[[ Data extracts open ]]

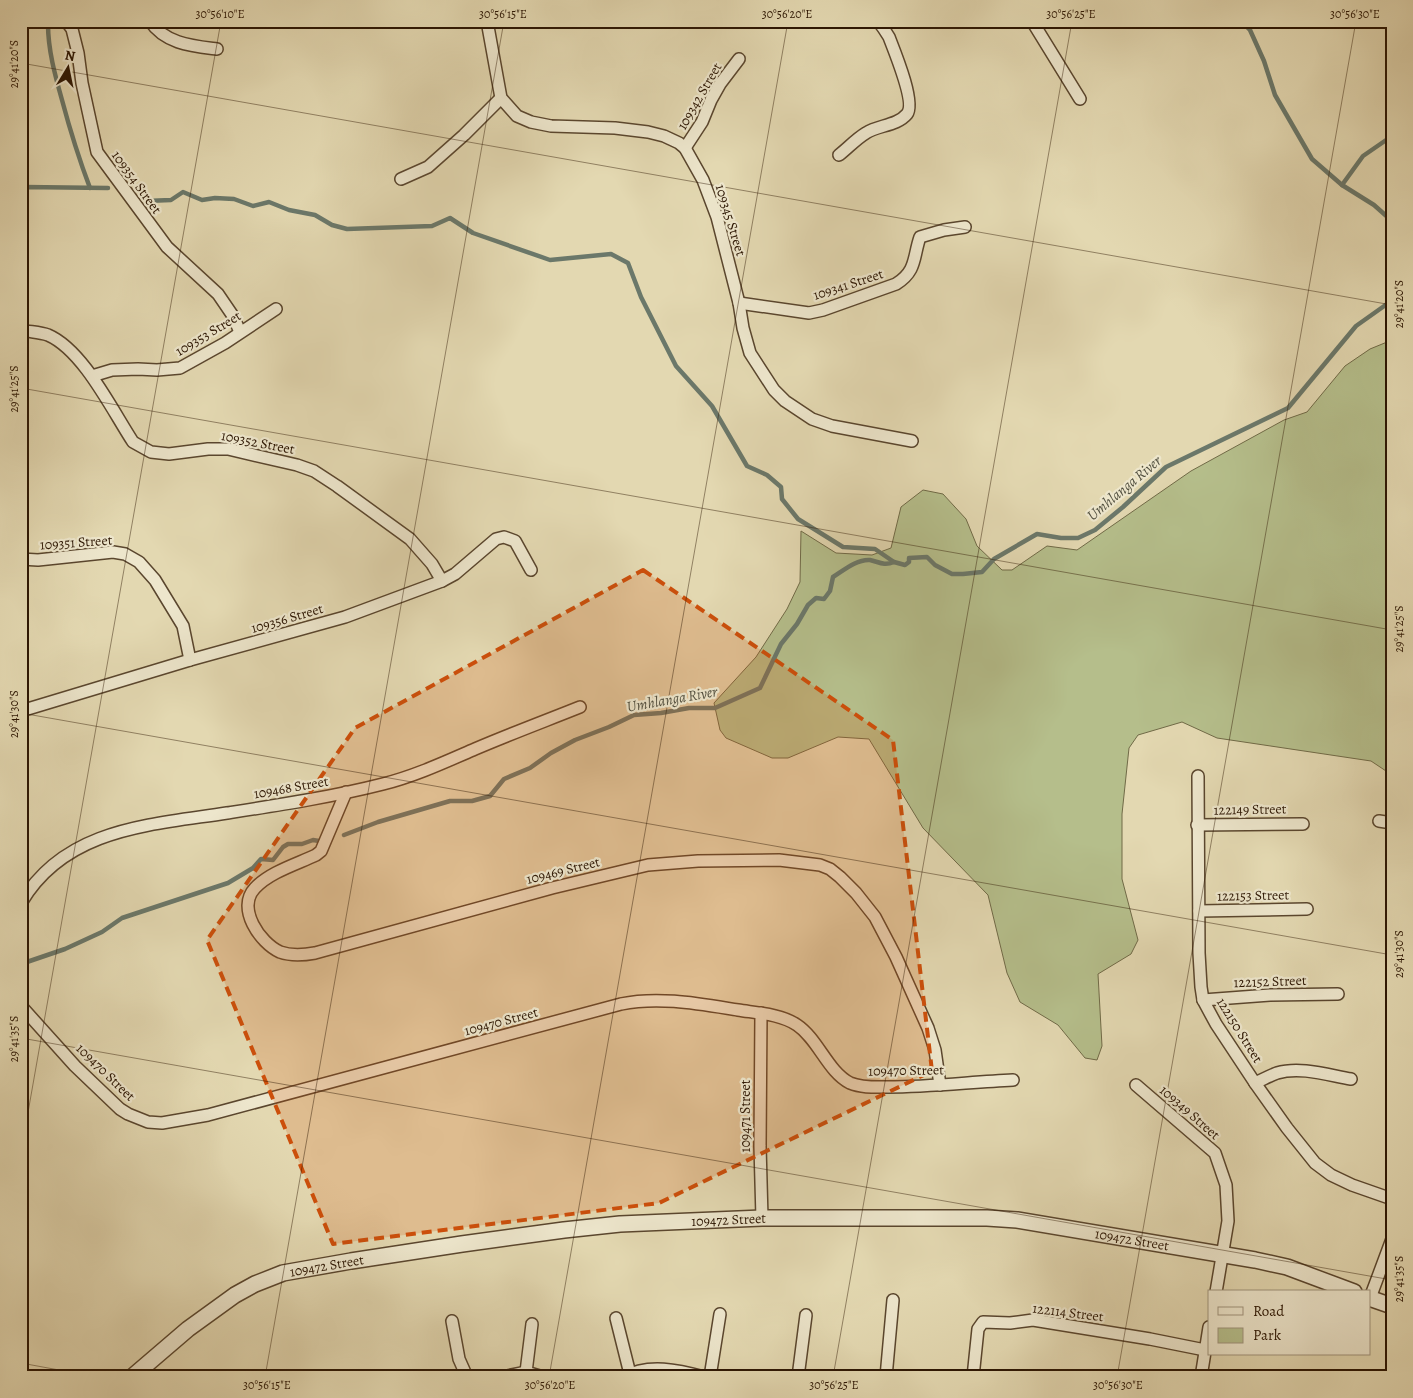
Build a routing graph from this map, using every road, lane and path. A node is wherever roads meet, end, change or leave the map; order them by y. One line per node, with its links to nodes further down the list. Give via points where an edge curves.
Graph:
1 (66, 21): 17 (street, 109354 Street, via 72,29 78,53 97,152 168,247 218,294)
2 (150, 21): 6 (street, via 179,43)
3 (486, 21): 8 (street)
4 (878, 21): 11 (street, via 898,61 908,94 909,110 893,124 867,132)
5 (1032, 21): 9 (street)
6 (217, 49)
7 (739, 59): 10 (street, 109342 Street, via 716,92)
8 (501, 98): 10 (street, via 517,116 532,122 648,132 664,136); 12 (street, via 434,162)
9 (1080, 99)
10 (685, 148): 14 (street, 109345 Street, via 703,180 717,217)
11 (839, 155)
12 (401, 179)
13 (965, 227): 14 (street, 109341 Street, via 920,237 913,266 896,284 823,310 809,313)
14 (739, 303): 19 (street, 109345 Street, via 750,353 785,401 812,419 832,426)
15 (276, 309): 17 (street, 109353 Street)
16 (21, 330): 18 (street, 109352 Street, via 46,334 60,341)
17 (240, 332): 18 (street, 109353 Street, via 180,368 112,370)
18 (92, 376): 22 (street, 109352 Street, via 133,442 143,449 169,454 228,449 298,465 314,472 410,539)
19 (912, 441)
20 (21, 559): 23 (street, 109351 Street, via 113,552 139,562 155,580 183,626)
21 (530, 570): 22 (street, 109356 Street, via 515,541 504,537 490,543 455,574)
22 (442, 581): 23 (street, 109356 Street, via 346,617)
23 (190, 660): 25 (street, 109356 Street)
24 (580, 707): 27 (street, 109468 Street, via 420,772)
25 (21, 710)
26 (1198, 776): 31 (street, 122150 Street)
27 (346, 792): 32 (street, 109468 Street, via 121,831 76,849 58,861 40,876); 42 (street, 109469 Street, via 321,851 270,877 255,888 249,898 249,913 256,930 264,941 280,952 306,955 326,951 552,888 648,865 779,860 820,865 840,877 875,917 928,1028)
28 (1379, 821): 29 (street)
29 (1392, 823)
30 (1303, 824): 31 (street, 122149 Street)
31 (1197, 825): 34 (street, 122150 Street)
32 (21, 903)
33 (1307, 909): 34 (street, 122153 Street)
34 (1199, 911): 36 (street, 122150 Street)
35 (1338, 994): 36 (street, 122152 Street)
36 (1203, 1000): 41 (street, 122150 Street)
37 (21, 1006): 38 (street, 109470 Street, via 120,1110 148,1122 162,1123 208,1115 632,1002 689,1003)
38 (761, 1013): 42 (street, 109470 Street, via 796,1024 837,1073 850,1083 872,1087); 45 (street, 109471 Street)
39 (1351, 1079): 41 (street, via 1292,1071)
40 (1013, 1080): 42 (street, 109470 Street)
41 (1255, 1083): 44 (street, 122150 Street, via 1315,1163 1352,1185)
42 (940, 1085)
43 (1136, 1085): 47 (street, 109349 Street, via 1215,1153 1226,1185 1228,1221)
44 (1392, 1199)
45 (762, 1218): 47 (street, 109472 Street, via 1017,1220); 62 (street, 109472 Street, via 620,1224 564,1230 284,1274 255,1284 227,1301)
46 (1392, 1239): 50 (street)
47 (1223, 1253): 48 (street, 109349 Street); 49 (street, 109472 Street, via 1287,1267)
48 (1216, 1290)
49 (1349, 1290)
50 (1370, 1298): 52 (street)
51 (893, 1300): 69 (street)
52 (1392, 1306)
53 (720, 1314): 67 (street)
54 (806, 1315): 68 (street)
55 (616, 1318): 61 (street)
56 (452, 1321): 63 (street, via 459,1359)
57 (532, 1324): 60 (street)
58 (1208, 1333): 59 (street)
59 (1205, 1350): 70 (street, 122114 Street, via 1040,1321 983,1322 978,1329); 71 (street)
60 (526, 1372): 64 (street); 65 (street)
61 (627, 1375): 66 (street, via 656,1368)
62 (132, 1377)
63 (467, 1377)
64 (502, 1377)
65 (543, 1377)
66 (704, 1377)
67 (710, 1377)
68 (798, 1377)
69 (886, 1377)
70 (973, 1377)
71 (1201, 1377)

[[ Data extracts closed ]]

[Your objective]:
Reproduce the data above line for line, excluding every picture.

[Task response]:
Build a routing graph from this map, using every road, lane and path. A node is wherever roads meet, end, change or leave the map; order them by y. One line per node, with its links to nodes further down the list. Give via points where an edge curves.
Graph:
1 (66, 21): 17 (street, 109354 Street, via 72,29 78,53 97,152 168,247 218,294)
2 (150, 21): 6 (street, via 179,43)
3 (486, 21): 8 (street)
4 (878, 21): 11 (street, via 898,61 908,94 909,110 893,124 867,132)
5 (1032, 21): 9 (street)
6 (217, 49)
7 (739, 59): 10 (street, 109342 Street, via 716,92)
8 (501, 98): 10 (street, via 517,116 532,122 648,132 664,136); 12 (street, via 434,162)
9 (1080, 99)
10 (685, 148): 14 (street, 109345 Street, via 703,180 717,217)
11 (839, 155)
12 (401, 179)
13 (965, 227): 14 (street, 109341 Street, via 920,237 913,266 896,284 823,310 809,313)
14 (739, 303): 19 (street, 109345 Street, via 750,353 785,401 812,419 832,426)
15 (276, 309): 17 (street, 109353 Street)
16 (21, 330): 18 (street, 109352 Street, via 46,334 60,341)
17 (240, 332): 18 (street, 109353 Street, via 180,368 112,370)
18 (92, 376): 22 (street, 109352 Street, via 133,442 143,449 169,454 228,449 298,465 314,472 410,539)
19 (912, 441)
20 (21, 559): 23 (street, 109351 Street, via 113,552 139,562 155,580 183,626)
21 (530, 570): 22 (street, 109356 Street, via 515,541 504,537 490,543 455,574)
22 (442, 581): 23 (street, 109356 Street, via 346,617)
23 (190, 660): 25 (street, 109356 Street)
24 (580, 707): 27 (street, 109468 Street, via 420,772)
25 (21, 710)
26 (1198, 776): 31 (street, 122150 Street)
27 (346, 792): 32 (street, 109468 Street, via 121,831 76,849 58,861 40,876); 42 (street, 109469 Street, via 321,851 270,877 255,888 249,898 249,913 256,930 264,941 280,952 306,955 326,951 552,888 648,865 779,860 820,865 840,877 875,917 928,1028)
28 (1379, 821): 29 (street)
29 (1392, 823)
30 (1303, 824): 31 (street, 122149 Street)
31 (1197, 825): 34 (street, 122150 Street)
32 (21, 903)
33 (1307, 909): 34 (street, 122153 Street)
34 (1199, 911): 36 (street, 122150 Street)
35 (1338, 994): 36 (street, 122152 Street)
36 (1203, 1000): 41 (street, 122150 Street)
37 (21, 1006): 38 (street, 109470 Street, via 120,1110 148,1122 162,1123 208,1115 632,1002 689,1003)
38 (761, 1013): 42 (street, 109470 Street, via 796,1024 837,1073 850,1083 872,1087); 45 (street, 109471 Street)
39 (1351, 1079): 41 (street, via 1292,1071)
40 (1013, 1080): 42 (street, 109470 Street)
41 (1255, 1083): 44 (street, 122150 Street, via 1315,1163 1352,1185)
42 (940, 1085)
43 (1136, 1085): 47 (street, 109349 Street, via 1215,1153 1226,1185 1228,1221)
44 (1392, 1199)
45 (762, 1218): 47 (street, 109472 Street, via 1017,1220); 62 (street, 109472 Street, via 620,1224 564,1230 284,1274 255,1284 227,1301)
46 (1392, 1239): 50 (street)
47 (1223, 1253): 48 (street, 109349 Street); 49 (street, 109472 Street, via 1287,1267)
48 (1216, 1290)
49 (1349, 1290)
50 (1370, 1298): 52 (street)
51 (893, 1300): 69 (street)
52 (1392, 1306)
53 (720, 1314): 67 (street)
54 (806, 1315): 68 (street)
55 (616, 1318): 61 (street)
56 (452, 1321): 63 (street, via 459,1359)
57 (532, 1324): 60 (street)
58 (1208, 1333): 59 (street)
59 (1205, 1350): 70 (street, 122114 Street, via 1040,1321 983,1322 978,1329); 71 (street)
60 (526, 1372): 64 (street); 65 (street)
61 (627, 1375): 66 (street, via 656,1368)
62 (132, 1377)
63 (467, 1377)
64 (502, 1377)
65 (543, 1377)
66 (704, 1377)
67 (710, 1377)
68 (798, 1377)
69 (886, 1377)
70 (973, 1377)
71 (1201, 1377)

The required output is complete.